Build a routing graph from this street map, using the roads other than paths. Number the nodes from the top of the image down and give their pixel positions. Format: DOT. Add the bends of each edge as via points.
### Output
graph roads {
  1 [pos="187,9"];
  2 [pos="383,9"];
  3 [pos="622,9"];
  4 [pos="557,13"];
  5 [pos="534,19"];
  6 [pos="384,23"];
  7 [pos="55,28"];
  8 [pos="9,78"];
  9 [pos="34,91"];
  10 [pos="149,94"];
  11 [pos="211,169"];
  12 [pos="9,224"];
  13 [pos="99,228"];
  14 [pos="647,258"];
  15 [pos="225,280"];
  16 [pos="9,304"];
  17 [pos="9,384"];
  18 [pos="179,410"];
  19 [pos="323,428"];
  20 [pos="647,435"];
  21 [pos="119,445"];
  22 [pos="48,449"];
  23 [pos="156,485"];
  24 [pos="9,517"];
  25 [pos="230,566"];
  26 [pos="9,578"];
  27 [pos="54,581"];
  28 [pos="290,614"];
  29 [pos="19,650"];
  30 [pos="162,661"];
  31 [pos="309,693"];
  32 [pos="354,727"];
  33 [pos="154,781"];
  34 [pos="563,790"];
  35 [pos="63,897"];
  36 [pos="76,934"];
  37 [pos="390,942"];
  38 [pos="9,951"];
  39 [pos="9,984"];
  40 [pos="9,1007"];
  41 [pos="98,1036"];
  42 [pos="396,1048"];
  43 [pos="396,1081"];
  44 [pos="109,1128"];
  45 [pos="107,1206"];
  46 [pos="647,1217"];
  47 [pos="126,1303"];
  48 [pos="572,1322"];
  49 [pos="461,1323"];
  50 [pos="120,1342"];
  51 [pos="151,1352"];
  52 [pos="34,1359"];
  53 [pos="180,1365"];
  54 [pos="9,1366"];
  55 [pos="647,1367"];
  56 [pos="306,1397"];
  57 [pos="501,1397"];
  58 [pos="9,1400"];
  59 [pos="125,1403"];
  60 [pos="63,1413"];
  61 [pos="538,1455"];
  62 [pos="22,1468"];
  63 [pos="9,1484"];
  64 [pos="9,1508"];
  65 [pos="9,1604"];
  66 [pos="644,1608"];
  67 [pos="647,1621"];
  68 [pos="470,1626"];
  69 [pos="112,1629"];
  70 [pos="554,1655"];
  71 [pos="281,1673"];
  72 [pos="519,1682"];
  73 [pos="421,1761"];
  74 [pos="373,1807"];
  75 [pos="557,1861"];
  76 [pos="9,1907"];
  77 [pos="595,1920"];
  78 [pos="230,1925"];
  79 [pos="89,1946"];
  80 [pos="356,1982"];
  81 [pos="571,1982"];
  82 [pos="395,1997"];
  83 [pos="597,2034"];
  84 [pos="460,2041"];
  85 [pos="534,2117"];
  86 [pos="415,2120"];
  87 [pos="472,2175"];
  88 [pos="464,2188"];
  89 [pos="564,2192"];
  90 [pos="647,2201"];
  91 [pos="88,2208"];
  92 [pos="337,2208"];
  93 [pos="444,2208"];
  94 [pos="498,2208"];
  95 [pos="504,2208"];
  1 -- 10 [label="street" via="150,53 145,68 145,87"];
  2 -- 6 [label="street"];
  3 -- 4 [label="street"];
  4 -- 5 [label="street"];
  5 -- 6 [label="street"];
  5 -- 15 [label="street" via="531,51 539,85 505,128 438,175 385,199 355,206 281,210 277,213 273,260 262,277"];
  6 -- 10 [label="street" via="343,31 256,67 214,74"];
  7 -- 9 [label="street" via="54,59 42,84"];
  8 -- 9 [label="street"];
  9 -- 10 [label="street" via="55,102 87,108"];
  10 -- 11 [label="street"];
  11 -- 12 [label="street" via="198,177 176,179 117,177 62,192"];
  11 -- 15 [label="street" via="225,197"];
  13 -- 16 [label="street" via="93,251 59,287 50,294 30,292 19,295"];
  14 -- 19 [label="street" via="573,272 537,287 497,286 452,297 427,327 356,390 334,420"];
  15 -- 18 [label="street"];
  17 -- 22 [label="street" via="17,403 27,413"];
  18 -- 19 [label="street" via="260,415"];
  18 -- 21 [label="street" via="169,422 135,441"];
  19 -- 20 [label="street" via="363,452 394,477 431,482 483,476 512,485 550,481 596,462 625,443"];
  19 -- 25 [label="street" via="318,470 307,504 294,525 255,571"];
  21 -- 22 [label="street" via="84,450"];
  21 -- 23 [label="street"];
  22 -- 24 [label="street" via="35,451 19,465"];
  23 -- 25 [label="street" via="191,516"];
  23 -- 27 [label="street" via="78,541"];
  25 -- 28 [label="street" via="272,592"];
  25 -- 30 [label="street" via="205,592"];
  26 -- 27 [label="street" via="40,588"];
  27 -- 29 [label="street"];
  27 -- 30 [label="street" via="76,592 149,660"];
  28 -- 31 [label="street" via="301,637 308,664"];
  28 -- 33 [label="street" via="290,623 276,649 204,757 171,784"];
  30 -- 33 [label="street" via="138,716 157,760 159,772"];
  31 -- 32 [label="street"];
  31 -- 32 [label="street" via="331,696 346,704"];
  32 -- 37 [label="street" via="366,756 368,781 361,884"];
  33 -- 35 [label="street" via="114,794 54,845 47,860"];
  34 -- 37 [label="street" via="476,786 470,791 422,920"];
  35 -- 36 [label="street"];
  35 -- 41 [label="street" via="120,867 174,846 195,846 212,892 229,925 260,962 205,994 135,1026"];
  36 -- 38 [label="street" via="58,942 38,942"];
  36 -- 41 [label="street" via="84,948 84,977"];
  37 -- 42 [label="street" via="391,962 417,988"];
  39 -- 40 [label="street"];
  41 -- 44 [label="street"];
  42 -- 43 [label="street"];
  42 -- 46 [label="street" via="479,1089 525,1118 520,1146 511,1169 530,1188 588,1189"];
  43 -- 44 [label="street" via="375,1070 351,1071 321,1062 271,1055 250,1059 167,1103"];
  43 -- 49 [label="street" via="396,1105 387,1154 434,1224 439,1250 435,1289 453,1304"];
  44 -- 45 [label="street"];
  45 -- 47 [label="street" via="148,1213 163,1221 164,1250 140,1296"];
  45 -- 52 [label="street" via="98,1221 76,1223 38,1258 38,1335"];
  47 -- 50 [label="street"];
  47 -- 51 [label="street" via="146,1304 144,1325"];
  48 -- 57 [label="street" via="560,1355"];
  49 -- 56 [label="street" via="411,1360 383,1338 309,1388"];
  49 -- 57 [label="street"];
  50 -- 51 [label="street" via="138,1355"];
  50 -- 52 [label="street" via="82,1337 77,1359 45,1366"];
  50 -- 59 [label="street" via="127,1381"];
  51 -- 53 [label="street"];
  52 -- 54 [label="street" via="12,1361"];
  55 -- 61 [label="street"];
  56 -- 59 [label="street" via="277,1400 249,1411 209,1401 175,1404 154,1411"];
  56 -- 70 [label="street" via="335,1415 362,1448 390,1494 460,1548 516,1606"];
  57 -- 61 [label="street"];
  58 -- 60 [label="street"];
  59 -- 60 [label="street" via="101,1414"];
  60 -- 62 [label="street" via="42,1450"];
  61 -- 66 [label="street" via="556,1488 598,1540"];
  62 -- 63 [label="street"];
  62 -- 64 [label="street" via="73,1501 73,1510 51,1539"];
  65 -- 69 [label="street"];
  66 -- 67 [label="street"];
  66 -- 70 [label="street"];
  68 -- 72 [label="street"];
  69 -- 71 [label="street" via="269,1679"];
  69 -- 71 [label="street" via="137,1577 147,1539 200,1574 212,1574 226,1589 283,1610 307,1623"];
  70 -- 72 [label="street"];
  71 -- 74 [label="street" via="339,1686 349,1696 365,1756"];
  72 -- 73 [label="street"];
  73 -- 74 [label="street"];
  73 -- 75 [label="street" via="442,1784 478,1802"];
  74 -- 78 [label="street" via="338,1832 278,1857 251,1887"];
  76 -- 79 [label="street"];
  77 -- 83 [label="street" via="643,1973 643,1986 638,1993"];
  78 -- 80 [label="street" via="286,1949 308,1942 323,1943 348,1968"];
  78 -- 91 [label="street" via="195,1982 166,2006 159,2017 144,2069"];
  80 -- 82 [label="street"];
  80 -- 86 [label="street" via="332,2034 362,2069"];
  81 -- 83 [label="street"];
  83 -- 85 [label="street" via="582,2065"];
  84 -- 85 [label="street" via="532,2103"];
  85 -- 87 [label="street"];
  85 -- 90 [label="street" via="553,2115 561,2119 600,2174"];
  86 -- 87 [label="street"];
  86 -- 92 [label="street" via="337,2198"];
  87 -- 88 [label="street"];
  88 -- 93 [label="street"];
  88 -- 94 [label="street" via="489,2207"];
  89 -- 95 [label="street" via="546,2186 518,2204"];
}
┄┄┄┄┄┄
▸ **What you should do**:
In the listing above, which lines include the string "graph"? Return every one of them.

▸ **Output for this exercise**:
Build a routing graph from this street map, using the roads other than paths. Number the nodes from the top of the image down and give their pixel positions. Format: DOT. Add the bends of each edge as via points.
graph roads {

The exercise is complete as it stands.